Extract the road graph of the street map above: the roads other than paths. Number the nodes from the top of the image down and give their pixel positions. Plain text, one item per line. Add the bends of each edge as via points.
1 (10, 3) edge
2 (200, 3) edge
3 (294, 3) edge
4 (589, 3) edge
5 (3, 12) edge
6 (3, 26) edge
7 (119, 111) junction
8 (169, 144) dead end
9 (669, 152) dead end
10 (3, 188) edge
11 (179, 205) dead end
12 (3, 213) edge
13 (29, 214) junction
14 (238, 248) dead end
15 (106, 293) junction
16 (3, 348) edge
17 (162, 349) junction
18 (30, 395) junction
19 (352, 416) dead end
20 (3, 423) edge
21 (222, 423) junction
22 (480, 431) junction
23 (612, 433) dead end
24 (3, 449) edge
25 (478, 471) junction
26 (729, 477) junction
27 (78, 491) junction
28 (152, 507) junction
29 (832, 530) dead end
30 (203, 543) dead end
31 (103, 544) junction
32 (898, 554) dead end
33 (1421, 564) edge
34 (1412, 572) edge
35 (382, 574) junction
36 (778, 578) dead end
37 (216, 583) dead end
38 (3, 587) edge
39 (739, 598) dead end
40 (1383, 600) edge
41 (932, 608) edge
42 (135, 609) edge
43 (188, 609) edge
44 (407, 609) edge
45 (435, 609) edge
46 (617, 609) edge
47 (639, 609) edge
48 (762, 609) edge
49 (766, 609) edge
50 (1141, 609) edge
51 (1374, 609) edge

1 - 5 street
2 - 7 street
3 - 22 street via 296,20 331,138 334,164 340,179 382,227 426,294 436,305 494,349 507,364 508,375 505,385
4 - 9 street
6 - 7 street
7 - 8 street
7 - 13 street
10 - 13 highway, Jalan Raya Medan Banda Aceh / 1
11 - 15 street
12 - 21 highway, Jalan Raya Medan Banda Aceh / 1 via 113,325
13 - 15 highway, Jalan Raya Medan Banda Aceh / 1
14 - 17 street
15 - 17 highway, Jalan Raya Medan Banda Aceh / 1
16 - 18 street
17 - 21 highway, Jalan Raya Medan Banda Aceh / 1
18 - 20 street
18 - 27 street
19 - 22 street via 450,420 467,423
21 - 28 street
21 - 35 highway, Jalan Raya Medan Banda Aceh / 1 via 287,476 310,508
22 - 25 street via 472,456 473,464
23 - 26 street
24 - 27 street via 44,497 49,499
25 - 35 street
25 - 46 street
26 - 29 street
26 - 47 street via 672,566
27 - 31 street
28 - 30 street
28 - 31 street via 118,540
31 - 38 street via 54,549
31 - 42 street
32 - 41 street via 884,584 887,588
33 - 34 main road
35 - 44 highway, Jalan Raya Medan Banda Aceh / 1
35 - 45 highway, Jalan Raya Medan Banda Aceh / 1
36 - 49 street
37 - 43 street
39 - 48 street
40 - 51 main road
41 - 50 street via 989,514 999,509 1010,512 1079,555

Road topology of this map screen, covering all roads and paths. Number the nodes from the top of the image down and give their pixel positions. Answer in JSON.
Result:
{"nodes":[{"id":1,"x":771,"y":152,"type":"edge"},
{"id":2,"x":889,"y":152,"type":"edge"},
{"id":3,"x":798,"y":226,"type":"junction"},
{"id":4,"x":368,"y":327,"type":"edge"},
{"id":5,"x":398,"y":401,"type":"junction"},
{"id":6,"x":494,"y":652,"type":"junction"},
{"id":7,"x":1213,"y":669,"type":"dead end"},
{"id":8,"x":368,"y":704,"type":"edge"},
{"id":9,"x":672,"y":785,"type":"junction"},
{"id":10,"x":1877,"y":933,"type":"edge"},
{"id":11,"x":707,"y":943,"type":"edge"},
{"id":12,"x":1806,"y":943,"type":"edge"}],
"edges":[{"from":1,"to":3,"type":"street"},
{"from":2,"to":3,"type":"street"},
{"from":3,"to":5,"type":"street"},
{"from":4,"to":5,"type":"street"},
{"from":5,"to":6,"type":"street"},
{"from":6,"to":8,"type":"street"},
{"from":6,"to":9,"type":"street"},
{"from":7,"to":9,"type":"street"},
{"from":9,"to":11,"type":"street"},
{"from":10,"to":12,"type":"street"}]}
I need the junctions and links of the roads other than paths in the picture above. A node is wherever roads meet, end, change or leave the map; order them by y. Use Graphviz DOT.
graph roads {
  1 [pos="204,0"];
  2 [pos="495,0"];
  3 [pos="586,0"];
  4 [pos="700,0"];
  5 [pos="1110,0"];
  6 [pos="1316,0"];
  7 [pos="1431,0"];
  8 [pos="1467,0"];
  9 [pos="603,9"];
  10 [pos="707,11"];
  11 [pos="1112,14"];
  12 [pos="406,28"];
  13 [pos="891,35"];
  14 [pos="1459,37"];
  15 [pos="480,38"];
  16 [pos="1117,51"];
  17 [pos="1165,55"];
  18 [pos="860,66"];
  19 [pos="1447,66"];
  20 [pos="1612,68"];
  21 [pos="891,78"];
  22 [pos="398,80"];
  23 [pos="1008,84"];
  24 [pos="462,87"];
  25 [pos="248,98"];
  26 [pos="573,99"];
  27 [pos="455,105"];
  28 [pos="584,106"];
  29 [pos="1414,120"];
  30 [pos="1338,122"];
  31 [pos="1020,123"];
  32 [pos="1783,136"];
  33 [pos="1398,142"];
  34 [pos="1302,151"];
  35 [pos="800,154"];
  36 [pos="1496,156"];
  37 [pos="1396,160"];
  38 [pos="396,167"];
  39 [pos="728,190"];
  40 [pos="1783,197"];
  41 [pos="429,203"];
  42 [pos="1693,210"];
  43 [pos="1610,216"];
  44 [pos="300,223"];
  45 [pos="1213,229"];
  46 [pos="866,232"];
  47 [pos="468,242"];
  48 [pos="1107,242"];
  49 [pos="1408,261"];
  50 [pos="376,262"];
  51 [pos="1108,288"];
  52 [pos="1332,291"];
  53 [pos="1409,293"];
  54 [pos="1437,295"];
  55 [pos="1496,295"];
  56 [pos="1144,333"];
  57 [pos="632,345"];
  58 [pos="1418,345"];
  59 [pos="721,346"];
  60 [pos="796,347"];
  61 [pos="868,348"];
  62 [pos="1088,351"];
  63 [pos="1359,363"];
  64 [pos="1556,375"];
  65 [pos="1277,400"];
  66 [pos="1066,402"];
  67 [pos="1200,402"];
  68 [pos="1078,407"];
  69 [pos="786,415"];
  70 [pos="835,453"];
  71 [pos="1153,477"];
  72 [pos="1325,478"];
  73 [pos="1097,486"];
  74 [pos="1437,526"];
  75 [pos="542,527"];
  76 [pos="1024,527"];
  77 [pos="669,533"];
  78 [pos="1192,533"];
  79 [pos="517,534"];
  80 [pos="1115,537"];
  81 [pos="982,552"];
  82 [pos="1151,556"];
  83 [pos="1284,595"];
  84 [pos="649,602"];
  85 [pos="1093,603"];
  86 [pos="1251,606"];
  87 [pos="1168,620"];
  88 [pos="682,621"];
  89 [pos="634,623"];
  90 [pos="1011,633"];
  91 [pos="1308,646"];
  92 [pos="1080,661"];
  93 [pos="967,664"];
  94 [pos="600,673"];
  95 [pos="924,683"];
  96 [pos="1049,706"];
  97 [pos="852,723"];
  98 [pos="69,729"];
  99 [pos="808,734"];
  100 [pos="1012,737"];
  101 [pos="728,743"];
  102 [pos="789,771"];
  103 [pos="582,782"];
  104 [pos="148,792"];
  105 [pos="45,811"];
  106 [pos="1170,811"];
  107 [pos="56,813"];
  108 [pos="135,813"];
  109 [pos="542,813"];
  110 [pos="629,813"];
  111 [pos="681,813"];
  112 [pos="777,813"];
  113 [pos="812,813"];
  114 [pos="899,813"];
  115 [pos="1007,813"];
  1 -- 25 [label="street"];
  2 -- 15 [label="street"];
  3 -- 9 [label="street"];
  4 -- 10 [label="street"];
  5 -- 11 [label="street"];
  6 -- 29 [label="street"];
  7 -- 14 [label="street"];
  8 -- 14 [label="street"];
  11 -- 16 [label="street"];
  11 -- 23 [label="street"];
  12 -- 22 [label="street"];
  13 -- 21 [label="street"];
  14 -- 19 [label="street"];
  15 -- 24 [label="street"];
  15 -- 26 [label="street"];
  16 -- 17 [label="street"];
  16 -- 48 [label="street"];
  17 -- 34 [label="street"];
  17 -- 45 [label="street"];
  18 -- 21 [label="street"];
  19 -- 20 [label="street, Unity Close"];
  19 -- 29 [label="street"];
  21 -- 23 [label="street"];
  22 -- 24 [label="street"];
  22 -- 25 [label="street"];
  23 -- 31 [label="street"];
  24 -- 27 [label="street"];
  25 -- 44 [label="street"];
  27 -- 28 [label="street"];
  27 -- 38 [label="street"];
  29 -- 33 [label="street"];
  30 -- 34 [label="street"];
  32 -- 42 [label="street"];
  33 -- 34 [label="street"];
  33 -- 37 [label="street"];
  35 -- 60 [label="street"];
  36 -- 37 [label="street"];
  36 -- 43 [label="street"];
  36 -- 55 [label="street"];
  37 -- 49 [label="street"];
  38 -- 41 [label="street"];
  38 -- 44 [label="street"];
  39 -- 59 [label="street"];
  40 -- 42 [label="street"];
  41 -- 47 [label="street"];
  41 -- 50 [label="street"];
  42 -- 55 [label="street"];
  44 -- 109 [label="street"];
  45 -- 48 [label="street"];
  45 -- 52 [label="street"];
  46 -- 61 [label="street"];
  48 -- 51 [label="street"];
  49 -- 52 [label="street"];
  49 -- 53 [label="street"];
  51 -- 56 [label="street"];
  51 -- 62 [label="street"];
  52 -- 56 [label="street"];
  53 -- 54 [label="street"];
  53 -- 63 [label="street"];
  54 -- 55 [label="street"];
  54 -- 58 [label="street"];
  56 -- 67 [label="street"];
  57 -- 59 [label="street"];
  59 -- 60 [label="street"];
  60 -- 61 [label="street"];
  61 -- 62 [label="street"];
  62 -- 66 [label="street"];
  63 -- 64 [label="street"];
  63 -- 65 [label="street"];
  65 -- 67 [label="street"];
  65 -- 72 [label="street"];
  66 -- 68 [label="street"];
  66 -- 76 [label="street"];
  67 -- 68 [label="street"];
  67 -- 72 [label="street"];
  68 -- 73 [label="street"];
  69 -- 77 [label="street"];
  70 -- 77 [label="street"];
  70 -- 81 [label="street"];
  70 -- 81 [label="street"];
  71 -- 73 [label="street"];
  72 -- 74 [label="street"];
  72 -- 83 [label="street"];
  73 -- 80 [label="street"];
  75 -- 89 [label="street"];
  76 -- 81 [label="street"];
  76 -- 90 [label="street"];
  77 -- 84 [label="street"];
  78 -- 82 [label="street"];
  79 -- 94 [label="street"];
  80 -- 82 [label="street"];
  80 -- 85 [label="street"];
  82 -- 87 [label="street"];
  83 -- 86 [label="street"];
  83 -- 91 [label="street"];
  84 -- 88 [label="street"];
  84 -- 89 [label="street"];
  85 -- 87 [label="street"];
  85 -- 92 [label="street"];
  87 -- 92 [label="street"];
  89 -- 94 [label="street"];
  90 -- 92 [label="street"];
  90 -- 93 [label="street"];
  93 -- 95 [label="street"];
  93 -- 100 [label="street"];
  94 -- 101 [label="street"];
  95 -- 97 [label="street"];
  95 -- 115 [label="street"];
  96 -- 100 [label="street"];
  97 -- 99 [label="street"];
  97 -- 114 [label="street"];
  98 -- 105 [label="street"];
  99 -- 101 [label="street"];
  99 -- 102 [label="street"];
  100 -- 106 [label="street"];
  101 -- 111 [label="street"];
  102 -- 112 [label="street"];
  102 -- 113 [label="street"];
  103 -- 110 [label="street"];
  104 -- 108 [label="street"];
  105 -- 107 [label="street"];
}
▬▬▬▬▬▬▬▬▬▬
- EXERCISE DIRECTIONS: Look through the material and say how many lines hold "positions". Give the number only.

- EXERCISE ANSWER: 2